What if I told you of a new entrant to the VR market that allows you to truly experience anything, anywhere? What if I told you they provide a full-dive virtual reality experience that is absolutely indistinguishable from the most thrilling lucid dream or the most mundane real-world experience, all in a lightweight visor that costs only $99 USD?
Quite a few people would jump to purchase as soon as they heard, and the rest of humanity would follow as soon as they have reason to believe – as The Matrix told us in 1999, no one can be told what the matrix is. You have to see it for yourself.
More importantly, though, they would use it. Oh, would they use it! Network effects kick in, users buy and subscribe to deep libraries of content to keep themselves occupied, content developers make piles of money, and they use that money to develop better and broader content ad infinitum. In the end, hardware sales are a meaningless metric for the success of VR. They matter only as a means to an end, a foundation to enable the one thing that truly matters: Engagement. Engagement is all that matters. Engagement is Everything!
This is just as true in the present day. Hardware sales get a lot of attention and speculation from analysts and consumers alike, but the real name of the game revolves around the number of people logging in and spending money each week, the life force that makes everything actually go. Recent market experiments with cheap VR hardware have shown that there are millions of people willing to buy said hardware, but very few among them continue to use the hardware or invest in the software ecosystem for very long. This is true even when people get the hardware for free – the millions of cardboard boxes fulfilling their ultimate destiny on the back shelf of a closet don’t do much for the VR industry. Why the lack of use? Quality of experience. If the free hardware was as good as the visor described in the first paragraph and paired with good content, a mass-market VR revolution would occur practically overnight.

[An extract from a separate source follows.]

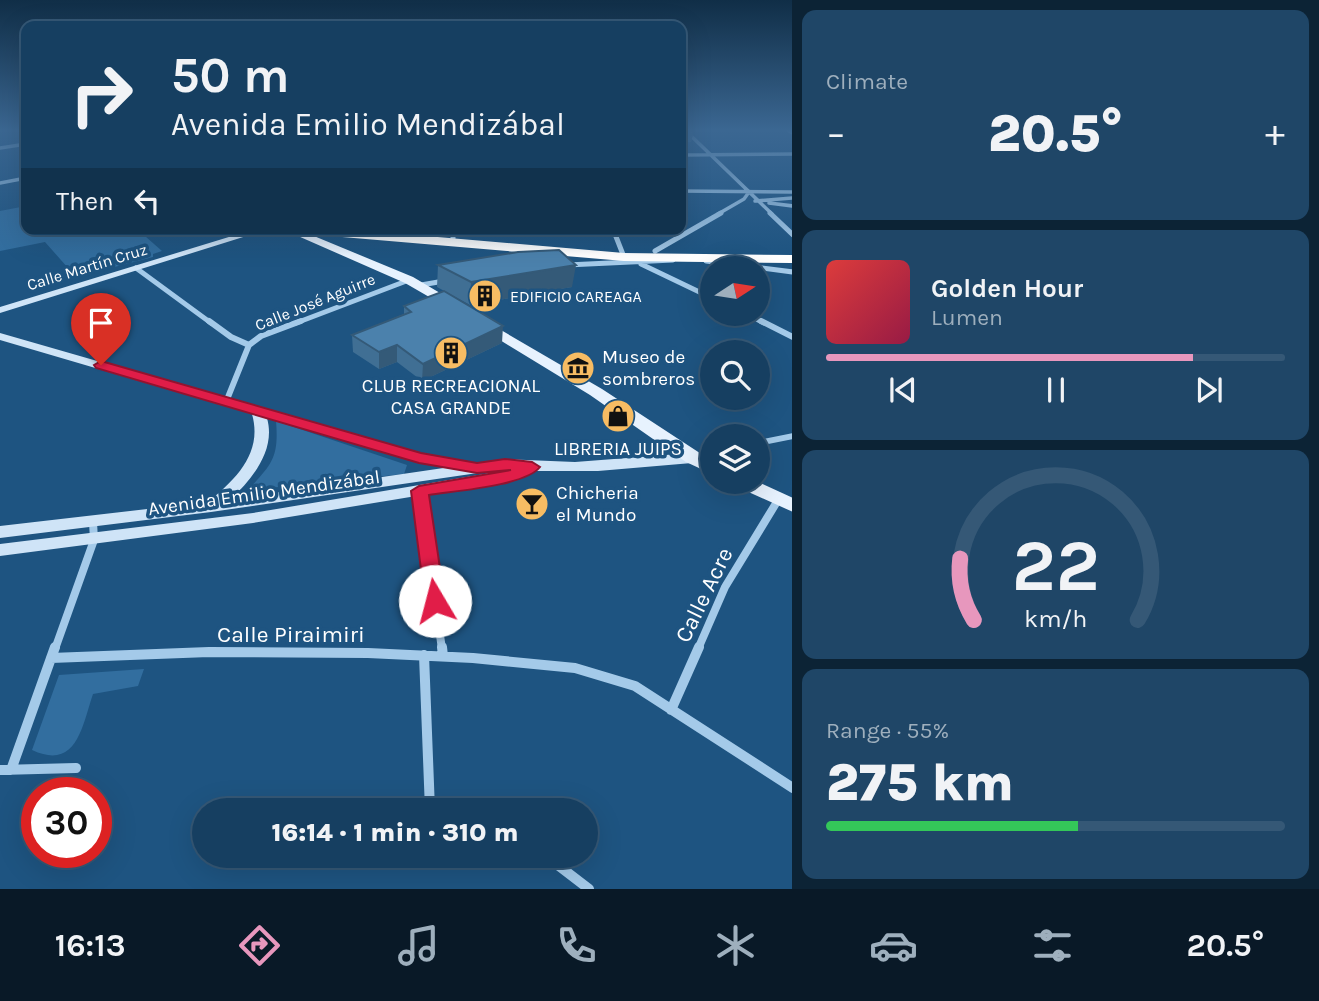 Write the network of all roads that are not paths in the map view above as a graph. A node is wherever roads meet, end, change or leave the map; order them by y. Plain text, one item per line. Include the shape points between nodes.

“Gamers are not known to be the most affluent population of people. If something’s even $600, it doesn’t matter how good it is, how great of an experience it is — if they just can’t afford it, then it really might as well not exist.”

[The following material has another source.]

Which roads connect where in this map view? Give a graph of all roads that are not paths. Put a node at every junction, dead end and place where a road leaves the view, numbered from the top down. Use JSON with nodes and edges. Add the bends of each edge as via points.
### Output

“You know, I’m going to be perfectly honest with you. We’re roughly in that [$350] ballpark… but it’s going to cost more than that.”
And what if that visor cost $999 instead of $99? Price is certainly a relevant factor in the rate of VR adoption, but not a dominant one – as someone who has had to eat my hat multiple times in pursuit of keeping costs low, I feel like I intimately understand what it must have felt like to deal with the response to the E3 2006 Playstation 3 price announcement. Five hundred and ninety nine US dollars?! The hypothetical visor provides quite a bit more for your money, though – it may not sell billions of units, but it would certainly sell by the hundreds of millions. Lower pricing for existing VR technology can help expand the size of the active and engaged userbase, but not to nearly the degree many people would expect. I want to take this a step further and make a bold claim: No existing or imminent VR hardware is good enough to go truly mainstream, even at a price of $0.00. You could give a Rift+PC to every single person in the developed world for free, and the vast majority would cease to use it in a matter of weeks or months. I know this from seeing the results of large scale real-world market testing, not just my own imagination – hardcore gamers and technology enthusiasts are entranced by the VR of today, as am I, but stickiness drops off steeply outside of that core demographic. Free is still not cheap enough for most people, because cost is not what holds them back actively or passively. I hope and pray I am wrong, but most people are not like you or me. If I had to make a concrete bet, I would put a hypothetical ultimate ceiling for VR in the next two years at perhaps 50 million active users, and that could only happen with an unreasonable amount of investment that would be better spent on other parts of the problem. That is okay! That is fine! That is great, even! That is more than enough for a healthy VR ecosystem, especially given the high spending potential for engaged VR users, but well short of the ultimate potential.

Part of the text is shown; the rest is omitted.